Während einerseits Spar- und Umsonstangebote, andererseits Leuchtturmkultur und Hochglanzveranstaltungen boomen, zeigt der solide und vielfältige, aber vermeintlich langweiligere Mittelstand Auflösungserscheinungen: Jazzclubs müssen mangels Publikumszuspruch die (ohnehin schon geringen) Musikergagen senken oder aufgrund gestrichener Fördermittel schließen, Orchester werden fusioniert oder gleich ganz wegrationalisiert, Musikschullehrer sehen sich zur Annahme drastisch verschlechterter Arbeitsverträge gezwungen.
Was können wir Musiker dagegen tun? Viele sinnvolle Schritte haben wir bereits eingeleitet: Wir haben uns in Kollektiven zusammengefunden und haben die UDJ wiederbelebt, um unsere Kräfte zu bündeln. Wir haben eigene Konzertreihen und Festivals organisiert, um die Infrastruktur unseres Berufsfeldes zu stärken. Und wir haben auf konstruktiv-kreative Weise für unsere Belange protestiert, um öffentliche Aufmerksamkeit für unsere Sache zu erregen.
Nach wie vor aber kommt der größte Anteil an Subventionen im Jazzbereich nicht etwa von außen, sondern von innen – es sind in erster Linie wir Musiker, die den Fortbestand unserer Szene durch den eigenen Gagenverzicht ermöglichen. Das ist zwar irgendwie rührend, aber kein dauerhaftes Modell für ein Berufsfeld.
Wir sind gut. Und wir sind es wert, nicht nur gehört, sondern auch anständig entlohnt zu werden. Diese Position müssen wir möglichst geschlossen und selbstbewusst vertreten – und unser Handeln danach ausrichten.

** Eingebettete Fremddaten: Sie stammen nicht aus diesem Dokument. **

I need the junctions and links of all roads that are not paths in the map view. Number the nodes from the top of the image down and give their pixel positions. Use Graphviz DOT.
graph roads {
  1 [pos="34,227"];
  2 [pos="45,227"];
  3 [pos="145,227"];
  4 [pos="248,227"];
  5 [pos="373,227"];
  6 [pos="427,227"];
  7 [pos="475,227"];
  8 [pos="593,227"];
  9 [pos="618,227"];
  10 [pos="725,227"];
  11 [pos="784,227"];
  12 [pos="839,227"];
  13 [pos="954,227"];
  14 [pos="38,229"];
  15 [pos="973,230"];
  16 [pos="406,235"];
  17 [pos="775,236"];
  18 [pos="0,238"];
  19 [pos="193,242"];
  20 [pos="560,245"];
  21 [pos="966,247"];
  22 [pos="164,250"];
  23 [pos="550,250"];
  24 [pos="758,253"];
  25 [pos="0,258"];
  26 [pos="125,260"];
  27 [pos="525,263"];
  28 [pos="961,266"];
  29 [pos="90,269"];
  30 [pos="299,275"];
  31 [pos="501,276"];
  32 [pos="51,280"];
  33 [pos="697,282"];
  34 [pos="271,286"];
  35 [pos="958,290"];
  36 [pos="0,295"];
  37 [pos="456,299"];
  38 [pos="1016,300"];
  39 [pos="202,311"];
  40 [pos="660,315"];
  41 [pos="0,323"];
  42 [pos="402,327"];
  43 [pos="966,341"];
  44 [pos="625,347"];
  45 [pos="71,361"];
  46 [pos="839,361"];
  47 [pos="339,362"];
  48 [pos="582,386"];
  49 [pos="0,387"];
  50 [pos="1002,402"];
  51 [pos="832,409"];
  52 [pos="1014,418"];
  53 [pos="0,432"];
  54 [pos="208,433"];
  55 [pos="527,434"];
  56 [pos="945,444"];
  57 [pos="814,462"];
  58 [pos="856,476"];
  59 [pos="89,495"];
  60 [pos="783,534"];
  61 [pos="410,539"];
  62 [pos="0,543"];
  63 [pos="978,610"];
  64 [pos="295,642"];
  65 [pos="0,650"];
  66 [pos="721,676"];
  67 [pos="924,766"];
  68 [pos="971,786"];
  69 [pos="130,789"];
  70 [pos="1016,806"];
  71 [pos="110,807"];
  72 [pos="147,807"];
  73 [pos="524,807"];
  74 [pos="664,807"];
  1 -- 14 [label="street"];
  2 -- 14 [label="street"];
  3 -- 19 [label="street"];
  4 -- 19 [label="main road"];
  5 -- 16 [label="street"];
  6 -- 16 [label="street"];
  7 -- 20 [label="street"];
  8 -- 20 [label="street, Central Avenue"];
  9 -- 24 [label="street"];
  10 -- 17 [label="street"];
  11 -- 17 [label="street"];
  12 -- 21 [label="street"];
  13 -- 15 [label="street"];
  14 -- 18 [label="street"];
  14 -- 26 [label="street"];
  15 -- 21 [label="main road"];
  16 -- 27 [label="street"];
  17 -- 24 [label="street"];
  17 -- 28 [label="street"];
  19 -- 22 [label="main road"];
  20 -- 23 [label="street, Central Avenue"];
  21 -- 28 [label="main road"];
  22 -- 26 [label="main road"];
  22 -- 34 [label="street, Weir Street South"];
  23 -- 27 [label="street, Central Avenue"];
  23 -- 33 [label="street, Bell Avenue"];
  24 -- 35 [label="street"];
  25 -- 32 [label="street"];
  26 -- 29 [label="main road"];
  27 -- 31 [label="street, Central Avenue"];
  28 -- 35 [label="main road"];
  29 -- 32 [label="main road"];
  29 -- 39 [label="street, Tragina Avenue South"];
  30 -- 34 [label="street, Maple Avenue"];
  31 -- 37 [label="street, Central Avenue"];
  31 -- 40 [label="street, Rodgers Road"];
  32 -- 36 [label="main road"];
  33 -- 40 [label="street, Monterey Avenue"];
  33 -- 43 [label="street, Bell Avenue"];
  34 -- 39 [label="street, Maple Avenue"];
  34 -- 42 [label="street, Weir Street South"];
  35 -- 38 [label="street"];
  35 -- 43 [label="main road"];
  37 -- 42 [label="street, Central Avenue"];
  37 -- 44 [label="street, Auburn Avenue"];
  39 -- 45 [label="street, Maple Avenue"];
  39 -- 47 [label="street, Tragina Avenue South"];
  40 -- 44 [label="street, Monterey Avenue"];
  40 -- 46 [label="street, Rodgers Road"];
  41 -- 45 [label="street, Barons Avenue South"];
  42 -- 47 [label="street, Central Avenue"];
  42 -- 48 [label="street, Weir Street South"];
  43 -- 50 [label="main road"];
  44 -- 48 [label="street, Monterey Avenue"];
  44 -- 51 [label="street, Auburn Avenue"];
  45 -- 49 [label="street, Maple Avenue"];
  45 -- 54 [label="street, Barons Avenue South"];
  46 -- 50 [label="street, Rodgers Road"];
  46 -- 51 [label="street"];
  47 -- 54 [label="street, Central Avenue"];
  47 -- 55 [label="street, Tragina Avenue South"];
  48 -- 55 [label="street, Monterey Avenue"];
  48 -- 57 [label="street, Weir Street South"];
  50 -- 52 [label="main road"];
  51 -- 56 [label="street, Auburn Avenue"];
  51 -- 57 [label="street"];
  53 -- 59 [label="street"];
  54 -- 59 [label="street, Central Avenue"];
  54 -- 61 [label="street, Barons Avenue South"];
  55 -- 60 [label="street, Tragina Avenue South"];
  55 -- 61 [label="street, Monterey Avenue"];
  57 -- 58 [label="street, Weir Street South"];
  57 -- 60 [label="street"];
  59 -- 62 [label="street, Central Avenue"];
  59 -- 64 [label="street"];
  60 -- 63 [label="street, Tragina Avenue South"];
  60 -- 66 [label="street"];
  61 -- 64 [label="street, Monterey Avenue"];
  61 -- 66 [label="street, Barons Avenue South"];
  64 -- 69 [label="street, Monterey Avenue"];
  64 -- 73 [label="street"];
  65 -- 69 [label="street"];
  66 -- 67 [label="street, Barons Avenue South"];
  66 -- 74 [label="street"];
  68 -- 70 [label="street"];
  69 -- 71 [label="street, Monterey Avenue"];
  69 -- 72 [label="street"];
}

Ein Veranstalter hat kein Geld, um uns angemessen zu bezahlen? Dann kann die Veranstaltung eben nicht stattfinden. Ohne Musiker keine Musik.
Uns muss (ebenso wie der Öffentlichkeit) klar sein, dass wir in der Regel nur etwa 20 bis 30 Prozent unserer Arbeitsstunden bezahlt bekommen – und daher unseren Stundensatz entsprechend kalkulieren müssen. Nicht, um unseren Gewinn zu maximieren. Sondern um unseren Lebensunterhalt zu sichern.